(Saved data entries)
● ● ● ●

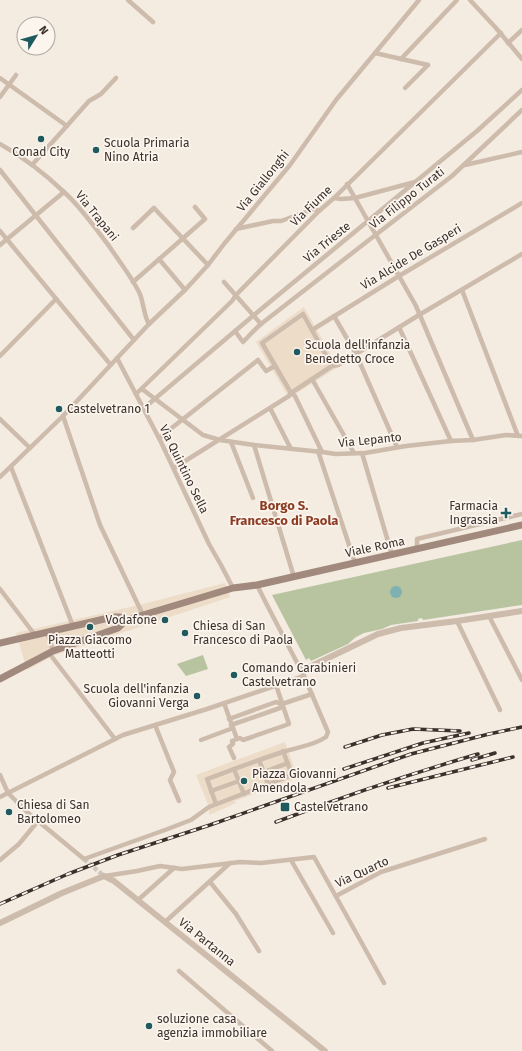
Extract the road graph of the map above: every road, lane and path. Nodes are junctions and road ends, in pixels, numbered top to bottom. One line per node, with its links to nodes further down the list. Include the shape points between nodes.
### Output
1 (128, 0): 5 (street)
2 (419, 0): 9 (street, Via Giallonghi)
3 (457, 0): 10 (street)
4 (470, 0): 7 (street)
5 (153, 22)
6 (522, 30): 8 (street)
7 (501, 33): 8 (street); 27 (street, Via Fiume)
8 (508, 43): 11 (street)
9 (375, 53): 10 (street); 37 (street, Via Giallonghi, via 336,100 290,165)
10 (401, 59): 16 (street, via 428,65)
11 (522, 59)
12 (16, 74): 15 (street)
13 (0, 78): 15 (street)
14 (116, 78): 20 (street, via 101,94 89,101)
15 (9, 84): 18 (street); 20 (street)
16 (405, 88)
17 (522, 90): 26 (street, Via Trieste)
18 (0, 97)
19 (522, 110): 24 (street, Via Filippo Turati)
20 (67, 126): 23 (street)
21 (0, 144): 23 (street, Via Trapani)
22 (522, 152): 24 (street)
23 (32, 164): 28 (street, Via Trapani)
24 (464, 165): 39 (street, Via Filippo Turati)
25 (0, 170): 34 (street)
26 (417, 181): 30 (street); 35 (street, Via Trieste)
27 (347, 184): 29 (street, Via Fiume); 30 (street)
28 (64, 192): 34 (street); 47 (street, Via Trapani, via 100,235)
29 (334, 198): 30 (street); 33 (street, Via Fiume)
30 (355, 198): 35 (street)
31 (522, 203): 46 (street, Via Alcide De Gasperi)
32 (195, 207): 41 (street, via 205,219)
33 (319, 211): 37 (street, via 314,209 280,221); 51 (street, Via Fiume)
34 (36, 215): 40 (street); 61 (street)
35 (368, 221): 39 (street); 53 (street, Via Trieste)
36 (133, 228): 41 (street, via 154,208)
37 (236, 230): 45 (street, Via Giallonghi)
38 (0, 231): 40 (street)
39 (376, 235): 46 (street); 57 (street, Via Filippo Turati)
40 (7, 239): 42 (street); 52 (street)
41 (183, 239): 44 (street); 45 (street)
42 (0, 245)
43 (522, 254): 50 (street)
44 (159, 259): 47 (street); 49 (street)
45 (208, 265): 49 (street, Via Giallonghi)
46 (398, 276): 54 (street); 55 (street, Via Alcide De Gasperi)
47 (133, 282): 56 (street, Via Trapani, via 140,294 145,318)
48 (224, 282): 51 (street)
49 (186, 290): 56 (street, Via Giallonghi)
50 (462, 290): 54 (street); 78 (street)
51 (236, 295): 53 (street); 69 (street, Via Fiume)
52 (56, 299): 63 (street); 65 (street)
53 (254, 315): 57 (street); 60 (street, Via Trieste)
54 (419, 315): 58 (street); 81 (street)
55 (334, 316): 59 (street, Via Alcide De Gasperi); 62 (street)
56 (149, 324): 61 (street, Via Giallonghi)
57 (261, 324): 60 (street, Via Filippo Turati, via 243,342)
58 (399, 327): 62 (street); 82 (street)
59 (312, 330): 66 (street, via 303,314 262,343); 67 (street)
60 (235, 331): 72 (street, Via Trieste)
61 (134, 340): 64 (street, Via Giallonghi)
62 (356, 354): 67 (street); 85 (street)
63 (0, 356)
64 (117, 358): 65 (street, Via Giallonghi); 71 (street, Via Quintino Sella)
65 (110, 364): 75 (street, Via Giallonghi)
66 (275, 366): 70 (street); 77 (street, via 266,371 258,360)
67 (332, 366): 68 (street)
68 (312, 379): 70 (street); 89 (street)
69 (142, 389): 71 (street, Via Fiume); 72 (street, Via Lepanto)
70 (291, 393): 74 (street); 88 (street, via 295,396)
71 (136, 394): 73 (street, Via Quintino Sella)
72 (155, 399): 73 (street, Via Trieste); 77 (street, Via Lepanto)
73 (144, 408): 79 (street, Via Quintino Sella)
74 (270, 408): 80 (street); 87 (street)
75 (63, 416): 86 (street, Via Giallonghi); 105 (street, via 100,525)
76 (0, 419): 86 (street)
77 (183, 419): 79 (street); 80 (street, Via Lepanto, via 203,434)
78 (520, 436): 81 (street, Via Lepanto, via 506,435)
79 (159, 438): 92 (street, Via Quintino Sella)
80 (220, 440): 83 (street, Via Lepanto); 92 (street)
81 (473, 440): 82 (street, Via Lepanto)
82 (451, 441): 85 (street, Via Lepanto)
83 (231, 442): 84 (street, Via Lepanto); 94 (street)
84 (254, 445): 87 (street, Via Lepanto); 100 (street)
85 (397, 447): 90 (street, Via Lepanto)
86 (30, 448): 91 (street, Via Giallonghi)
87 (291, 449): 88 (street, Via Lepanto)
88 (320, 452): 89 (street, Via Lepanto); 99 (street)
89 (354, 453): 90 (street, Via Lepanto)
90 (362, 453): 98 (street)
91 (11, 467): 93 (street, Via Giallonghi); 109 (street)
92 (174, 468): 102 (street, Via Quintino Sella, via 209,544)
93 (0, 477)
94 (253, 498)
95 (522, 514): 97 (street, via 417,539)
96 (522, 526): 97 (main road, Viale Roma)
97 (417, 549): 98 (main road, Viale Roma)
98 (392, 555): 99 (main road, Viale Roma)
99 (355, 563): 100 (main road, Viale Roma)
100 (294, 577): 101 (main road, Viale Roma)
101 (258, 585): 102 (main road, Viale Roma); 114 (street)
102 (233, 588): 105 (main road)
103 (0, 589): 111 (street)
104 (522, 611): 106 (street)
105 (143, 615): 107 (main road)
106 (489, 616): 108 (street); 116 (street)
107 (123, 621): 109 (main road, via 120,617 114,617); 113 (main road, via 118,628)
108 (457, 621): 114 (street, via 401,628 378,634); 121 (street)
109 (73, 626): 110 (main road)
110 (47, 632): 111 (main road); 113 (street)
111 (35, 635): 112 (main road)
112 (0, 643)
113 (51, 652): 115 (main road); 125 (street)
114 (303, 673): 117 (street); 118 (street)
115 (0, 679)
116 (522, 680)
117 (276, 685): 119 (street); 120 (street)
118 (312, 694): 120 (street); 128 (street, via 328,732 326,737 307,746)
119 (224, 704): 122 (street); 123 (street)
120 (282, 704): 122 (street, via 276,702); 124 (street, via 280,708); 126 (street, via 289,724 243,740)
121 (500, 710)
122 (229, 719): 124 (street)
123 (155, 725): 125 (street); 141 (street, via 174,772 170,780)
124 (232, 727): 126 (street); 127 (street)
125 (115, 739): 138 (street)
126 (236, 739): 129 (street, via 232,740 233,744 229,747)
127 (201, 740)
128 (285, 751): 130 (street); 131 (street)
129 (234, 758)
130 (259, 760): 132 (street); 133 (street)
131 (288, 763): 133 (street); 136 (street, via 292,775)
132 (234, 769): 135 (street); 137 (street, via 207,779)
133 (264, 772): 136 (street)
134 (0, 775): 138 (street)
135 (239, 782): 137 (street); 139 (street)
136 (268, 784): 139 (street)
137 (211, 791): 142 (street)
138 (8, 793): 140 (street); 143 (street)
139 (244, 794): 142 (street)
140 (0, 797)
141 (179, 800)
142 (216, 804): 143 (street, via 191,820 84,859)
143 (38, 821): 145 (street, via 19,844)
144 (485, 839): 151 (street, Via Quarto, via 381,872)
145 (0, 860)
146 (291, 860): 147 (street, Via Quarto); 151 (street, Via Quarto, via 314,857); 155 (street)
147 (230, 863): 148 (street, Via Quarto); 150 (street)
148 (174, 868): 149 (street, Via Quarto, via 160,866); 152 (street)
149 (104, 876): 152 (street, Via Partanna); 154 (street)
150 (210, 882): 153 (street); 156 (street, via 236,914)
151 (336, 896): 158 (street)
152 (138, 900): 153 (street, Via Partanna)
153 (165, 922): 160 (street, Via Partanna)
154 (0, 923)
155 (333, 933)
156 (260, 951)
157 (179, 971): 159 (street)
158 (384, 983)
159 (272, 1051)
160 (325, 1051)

● ● ● ●

Report all lines in the records that include the string "Sella".

> [Exercise output]:
64 (117, 358): 65 (street, Via Giallonghi); 71 (street, Via Quintino Sella)
71 (136, 394): 73 (street, Via Quintino Sella)
73 (144, 408): 79 (street, Via Quintino Sella)
79 (159, 438): 92 (street, Via Quintino Sella)
92 (174, 468): 102 (street, Via Quintino Sella, via 209,544)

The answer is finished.